La ville, en effet, ne se contentera pas de placer aux endroits stratégiques quelques bornes en fonte reliées les unes aux autres par des chaînes. Elle va, au contraire, « réaménager » l'ensemble de la voirie. Les trottoirs de la future zone piétonne seront conservés, l'asphalte noir de la chaussée sera remplacé par des petits pavés de granit blanc pour bien marquer la transformation du quartier. Des lanternes de style seront installées, des bancs placés entre le trottoir et la chaussée, qui comportera, en certains endroits, des marches très larges. Des fontaines apparaîtront notamment rue Montorgueil, l’épine dorsale de la zone, ou rue Saint-Denis. On plantera des arbres, parfois au milieu de la rue, et une décoration est prévue pour les murs pignons.
700 places de parking
Les rues situées à l'intérieur du périmètre seront soumises à la réglementation habituelle des zones piétonnes: circulation et stationnement interdits en permanence, sauf à certaines heures pour les riverains et les livraisons. Pour éviter le stationnement sauvage, comme c’est notamment le cas dans le secteur Halles-Beaubourg, les accès à ce nouveau quartier piétonnier seront réglementés par un système de contrôle automatique. Sept cents places de stationnement devront être créées pour répondre à la demande suscitée par l'aménagement envisagé. C’est une des difficultés de la mise en
œuvre du projet car l’espace, ici plus qu’ailleurs, fait défaut. Toujours est-il que trois permis de construire viennent d’être déposés pour ouvrir des parcs de stationnement rue Réaumur, place du Caire et rue Sainte-Foy. D’autres pourraient être créés boulevard de Sébastopol (entre la rue Rambuteau et la rue de Turbigo), rue Montmartre, rue de Palestro et rue Saint-Martin.

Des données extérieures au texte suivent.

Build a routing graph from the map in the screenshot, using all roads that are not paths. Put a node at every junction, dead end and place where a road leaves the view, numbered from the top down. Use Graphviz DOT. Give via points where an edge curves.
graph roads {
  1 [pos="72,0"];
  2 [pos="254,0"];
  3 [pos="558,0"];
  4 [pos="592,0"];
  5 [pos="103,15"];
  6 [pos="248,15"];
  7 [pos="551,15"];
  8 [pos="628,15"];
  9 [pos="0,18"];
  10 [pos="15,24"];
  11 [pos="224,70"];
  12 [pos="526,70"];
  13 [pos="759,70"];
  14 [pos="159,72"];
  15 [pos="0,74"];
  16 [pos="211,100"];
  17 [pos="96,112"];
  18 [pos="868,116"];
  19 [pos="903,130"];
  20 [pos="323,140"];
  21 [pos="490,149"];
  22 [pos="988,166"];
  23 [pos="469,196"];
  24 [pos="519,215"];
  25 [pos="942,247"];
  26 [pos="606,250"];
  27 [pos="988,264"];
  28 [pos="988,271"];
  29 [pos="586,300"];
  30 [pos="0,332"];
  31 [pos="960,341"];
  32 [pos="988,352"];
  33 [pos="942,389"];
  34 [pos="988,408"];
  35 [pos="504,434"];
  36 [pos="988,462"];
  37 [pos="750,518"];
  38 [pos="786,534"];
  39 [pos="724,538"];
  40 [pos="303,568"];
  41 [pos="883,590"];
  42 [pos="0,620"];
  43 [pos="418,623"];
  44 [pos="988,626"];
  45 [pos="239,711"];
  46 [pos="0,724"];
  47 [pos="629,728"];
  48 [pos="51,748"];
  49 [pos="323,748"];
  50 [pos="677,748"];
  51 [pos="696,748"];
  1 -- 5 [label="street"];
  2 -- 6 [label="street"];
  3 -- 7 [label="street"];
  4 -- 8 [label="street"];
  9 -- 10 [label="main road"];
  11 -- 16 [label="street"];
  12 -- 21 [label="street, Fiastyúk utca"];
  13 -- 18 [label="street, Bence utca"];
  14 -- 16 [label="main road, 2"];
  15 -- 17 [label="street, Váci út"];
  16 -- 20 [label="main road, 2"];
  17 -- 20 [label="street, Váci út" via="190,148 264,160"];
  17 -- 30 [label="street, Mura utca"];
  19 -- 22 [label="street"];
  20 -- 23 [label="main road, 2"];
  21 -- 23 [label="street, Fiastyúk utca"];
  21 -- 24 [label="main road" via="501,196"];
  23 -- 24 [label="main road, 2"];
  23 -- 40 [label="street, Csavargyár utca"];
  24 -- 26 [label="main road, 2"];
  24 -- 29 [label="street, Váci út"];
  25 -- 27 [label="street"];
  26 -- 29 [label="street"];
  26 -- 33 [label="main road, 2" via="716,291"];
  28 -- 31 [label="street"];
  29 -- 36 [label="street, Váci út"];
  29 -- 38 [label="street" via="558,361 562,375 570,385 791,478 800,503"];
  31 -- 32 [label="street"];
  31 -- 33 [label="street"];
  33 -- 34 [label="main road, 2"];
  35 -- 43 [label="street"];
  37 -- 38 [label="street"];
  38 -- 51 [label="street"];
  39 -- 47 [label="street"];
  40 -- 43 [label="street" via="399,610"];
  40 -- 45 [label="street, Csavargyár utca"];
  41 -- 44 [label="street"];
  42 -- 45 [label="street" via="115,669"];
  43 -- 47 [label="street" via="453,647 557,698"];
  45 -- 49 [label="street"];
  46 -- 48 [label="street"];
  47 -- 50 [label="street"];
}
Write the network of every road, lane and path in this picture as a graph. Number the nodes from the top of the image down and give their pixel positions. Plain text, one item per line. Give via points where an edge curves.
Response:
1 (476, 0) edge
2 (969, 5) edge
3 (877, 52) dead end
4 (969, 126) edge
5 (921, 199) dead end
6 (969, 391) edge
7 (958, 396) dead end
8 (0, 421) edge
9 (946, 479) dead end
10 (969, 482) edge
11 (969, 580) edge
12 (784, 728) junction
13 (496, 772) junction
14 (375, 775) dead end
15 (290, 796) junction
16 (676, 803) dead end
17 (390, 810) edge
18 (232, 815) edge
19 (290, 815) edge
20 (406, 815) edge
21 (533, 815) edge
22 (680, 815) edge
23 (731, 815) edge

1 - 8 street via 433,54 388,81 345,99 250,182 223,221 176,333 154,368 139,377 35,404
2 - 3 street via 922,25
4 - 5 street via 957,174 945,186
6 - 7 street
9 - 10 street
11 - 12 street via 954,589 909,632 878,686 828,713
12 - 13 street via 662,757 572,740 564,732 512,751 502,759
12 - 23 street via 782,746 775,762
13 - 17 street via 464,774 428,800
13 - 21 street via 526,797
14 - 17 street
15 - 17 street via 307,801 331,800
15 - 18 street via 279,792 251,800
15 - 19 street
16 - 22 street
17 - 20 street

Trois ans seront nécessaires pour dessiner cette zone piétonne. Ce délai relativement long s’explique notamment par les travaux à engager pour modifier les réseaux installés dans un sous-sol particulièrement encombré et par les démarches occasionnées pour une modification du plan d’occupation des sols. D’autre part, le quartier est difficile d’accès. Pour éviter de stopper toute activité économique, les services de la ville interviendront par étapes et non simultanément dans
toutes les rues. Mais des septembre 1990, avant même que le décor soit planté, les 20 hectares du quartier Bonne-Nouvelle seront réservés aux piétons. Lorsqu’elle sera achevée en 1993, l’opération aura coûté 80 millions de francs, estime-t-on aujourd’hui.
JEAN PERRIN
(1) Alain Dumait a, en juillet l989, démissionné de son poste de maire du deuxième arrondissement pour se consacrer aux questions de circulation et de stationnement. Il a été remplacé par Mme Benoîte Taffin (UDF).